Model Cache#

Overview#

The Model Server can leverage a OpenVINO™ model cache functionality, to speed up subsequent model loading on a target device. The cached files make the Model Server initialization usually faster. The boost depends on a model and a target device. The most noticeable improvement will be observed with GPU devices. On other devices, like CPU, it is possible to observe no speed up effect or even slower loading process depending on used model. Test the setup before final deployment.

The cache may consist of a compiled model blob in a form of .blob file or compiled kernels (GPU) in a form of multiple .cl_cache files. Cache files can be reused within the same Model Server version, target device, hardware, model and the model shape parameters. The Model Server, automatically detects if the cache is present and re-generates new cache files when required.

Note: Model Server cache feature does not avoid downloading the model files from the remote storage. It speeds up the model loading but access to the original model files is still required.

Note: In some cases model cache might have undesirable side effects. Special considerations are required in the following cases:

  • custom loader library is in use - custom loaders might be used to import encrypted model files so using unencrypted cache might potentially lead to a security risk

  • using the model with auto batch size or auto shape parameters - it can lead to model cache regenerating each time the model gets reloaded for new inference requests with new input shape. It could potentially cause disk space overloading and it will improve initialization performance only for repeated input shape.

Enabling the cache functionality#

The models caching can be enabled by creating or mounting in the docker container a folder /opt/cache. Alternatively the location of the cache storage can be set using the parameter --cache_dir.

The model server security context must have read-write access to the cache storage path.

When using Model Server with configuration file, it is possible to serve more than one model. In such case, model cache is applied to all the models, with an exception to:

  • Models with custom loader (for security reasons explained earlier)
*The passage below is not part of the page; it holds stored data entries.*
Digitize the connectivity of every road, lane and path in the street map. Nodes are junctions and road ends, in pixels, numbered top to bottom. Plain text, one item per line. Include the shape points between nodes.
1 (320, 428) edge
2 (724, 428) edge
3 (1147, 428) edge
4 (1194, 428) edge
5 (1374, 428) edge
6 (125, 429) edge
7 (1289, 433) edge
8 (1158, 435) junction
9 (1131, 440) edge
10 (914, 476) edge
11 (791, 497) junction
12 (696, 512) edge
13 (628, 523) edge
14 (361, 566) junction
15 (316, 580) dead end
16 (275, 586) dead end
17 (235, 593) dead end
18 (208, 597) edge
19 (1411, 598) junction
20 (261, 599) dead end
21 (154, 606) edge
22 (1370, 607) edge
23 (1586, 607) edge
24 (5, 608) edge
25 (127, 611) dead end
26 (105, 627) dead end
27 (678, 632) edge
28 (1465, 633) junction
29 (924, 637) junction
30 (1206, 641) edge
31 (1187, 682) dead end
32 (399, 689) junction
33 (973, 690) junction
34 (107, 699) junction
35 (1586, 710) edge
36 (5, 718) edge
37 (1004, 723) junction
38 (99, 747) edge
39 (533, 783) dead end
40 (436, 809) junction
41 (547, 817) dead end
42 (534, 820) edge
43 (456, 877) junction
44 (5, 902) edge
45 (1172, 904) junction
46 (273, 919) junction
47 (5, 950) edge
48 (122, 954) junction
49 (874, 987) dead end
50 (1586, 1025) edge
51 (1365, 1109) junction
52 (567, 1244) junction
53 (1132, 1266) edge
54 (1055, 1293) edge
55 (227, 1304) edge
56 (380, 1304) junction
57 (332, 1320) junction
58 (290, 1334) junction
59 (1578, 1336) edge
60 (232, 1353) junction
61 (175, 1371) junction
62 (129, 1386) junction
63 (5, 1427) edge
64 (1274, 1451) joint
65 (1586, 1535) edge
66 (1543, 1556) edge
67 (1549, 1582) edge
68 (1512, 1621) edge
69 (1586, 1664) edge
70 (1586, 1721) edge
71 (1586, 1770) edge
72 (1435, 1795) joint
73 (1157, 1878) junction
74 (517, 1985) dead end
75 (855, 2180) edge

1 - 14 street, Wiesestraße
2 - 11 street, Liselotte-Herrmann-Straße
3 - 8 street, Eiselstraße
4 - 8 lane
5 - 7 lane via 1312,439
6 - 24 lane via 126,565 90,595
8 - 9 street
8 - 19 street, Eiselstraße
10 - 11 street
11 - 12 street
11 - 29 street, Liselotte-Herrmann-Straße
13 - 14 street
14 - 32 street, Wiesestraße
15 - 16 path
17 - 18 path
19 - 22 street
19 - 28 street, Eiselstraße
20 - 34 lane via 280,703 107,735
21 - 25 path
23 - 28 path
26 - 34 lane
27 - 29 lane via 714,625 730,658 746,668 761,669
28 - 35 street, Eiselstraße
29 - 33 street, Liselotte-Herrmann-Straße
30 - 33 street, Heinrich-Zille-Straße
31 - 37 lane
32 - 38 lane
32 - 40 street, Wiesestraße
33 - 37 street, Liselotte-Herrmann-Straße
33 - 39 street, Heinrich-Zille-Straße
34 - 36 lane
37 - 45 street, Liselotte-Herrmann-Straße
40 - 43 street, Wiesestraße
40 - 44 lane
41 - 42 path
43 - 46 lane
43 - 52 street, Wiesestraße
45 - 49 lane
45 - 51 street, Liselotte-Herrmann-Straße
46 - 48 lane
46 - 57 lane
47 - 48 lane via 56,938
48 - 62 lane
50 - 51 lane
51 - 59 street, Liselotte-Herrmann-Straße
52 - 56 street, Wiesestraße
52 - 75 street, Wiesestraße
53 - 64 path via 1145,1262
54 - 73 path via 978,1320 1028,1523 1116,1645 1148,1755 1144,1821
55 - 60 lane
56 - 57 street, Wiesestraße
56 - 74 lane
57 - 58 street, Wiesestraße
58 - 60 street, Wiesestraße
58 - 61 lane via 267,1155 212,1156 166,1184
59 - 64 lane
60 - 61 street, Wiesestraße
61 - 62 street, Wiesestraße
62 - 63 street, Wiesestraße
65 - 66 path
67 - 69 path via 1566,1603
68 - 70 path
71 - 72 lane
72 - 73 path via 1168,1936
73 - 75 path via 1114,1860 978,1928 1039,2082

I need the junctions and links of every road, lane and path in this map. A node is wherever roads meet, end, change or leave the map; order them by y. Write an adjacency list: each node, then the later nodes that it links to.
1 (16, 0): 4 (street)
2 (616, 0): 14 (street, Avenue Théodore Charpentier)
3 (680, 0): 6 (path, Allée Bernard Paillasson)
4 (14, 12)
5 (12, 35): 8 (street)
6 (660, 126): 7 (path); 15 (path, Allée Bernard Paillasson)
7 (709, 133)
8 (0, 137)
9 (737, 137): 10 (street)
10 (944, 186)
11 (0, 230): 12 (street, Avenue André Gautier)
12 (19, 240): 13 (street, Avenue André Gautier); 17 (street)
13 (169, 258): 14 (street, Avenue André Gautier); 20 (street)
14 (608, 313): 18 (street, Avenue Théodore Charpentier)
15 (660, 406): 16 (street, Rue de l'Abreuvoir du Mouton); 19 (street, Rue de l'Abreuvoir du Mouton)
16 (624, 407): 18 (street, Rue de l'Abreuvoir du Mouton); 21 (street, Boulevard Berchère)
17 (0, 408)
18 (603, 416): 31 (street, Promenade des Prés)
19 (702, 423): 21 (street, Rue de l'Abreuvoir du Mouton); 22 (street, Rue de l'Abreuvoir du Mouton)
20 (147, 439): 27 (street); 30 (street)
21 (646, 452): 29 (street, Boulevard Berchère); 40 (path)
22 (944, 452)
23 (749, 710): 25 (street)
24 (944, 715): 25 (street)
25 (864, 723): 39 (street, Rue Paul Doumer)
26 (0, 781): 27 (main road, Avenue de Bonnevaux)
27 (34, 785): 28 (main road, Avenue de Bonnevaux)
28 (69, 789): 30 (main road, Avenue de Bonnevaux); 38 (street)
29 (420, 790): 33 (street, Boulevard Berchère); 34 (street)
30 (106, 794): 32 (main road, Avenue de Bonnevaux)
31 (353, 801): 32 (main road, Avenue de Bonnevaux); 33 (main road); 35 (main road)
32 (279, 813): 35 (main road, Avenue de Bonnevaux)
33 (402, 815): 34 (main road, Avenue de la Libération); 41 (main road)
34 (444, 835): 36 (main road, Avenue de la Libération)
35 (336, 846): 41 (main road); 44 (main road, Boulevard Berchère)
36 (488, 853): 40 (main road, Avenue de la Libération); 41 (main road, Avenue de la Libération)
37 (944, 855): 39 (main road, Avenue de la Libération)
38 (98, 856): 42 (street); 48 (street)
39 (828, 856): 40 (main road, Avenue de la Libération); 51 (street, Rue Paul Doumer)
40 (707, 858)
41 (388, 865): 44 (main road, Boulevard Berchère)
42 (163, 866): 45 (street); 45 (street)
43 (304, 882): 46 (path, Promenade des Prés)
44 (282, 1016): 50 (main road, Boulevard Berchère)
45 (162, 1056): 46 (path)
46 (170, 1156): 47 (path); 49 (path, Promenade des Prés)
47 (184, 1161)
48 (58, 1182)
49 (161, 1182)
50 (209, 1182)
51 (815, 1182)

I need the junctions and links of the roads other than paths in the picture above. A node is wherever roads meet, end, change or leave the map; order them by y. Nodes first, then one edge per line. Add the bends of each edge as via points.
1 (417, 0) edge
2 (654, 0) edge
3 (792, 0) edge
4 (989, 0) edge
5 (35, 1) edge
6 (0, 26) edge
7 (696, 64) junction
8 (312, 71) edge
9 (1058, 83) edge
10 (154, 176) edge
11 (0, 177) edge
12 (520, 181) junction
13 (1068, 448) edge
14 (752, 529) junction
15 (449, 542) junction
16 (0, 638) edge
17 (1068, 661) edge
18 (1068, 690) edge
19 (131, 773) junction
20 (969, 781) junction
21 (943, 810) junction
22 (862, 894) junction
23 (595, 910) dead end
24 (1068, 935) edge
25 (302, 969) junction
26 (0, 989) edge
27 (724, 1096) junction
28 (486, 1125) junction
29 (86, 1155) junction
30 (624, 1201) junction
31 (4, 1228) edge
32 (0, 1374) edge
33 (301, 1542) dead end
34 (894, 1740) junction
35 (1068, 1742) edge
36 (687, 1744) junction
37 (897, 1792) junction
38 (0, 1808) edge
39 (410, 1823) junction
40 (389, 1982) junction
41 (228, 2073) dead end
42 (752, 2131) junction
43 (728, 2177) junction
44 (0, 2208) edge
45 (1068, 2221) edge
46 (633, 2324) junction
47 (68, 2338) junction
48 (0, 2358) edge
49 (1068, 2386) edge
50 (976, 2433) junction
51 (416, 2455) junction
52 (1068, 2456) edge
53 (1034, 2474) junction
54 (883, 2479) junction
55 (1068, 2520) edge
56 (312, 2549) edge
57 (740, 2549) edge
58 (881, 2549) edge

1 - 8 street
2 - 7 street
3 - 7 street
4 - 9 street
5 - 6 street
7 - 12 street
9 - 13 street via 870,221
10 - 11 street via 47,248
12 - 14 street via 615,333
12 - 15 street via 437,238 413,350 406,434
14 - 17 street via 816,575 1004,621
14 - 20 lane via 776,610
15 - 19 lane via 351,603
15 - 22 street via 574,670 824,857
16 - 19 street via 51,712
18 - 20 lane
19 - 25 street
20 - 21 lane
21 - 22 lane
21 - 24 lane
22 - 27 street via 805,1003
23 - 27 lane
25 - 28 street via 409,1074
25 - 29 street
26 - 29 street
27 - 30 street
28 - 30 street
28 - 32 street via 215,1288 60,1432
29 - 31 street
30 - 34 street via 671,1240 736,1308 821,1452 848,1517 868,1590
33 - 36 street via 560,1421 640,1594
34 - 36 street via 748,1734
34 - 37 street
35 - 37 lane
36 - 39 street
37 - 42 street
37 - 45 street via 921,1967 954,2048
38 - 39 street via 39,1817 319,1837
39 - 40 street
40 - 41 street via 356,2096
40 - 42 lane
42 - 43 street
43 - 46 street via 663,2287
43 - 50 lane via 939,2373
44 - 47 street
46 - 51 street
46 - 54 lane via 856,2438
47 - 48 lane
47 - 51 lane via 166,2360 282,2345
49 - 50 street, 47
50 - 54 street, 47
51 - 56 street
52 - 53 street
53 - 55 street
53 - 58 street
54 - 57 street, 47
  • Models configured to shape auto or batch_size auto

In case there are valid reasons to enable the model cache also for models with auto shape or auto batch, it is possible to force enablement with "allow_cache": true parameter:

{
    "model_config_list": [
        {"config": {
            "name": "face_detection",
            "base_path": "/models/face-detection-retail-0004/",
            "shape": "auto",
            "allow_cache": true}},
    ],
}

IMPORTANT: Models imported via the custom loaders never create or use any cache.

Use case example#

Prepare model#

$ curl --create-dirs https://storage.openvinotoolkit.org/repositories/open_model_zoo/2022.1/models_bin/2/face-detection-retail-0004/FP32/face-detection-retail-0004.bin https://storage.openvinotoolkit.org/repositories/open_model_zoo/2022.1/models_bin/2/face-detection-retail-0004/FP32/face-detection-retail-0004.xml -o model/fdsample/1/face-detection-retail-0004.bin -o model/fdsample/1/face-detection-retail-0004.xml

Starting the service#

$ mkdir cache
$ docker run -p 9000:9000 -d -u $(id -u):$(id -g) --device /dev/dri --group-add=$(stat -c "%g" /dev/dri/render* | head -n 1) -v ${PWD}/model/fdsample:/model:ro -v ${PWD}/cache:/opt/cache:rw openvino/model_server:latest-gpu --model_name model --model_path /model --target_device GPU --port 9000

Expected message in the logs Model cache is enabled: /opt/cache.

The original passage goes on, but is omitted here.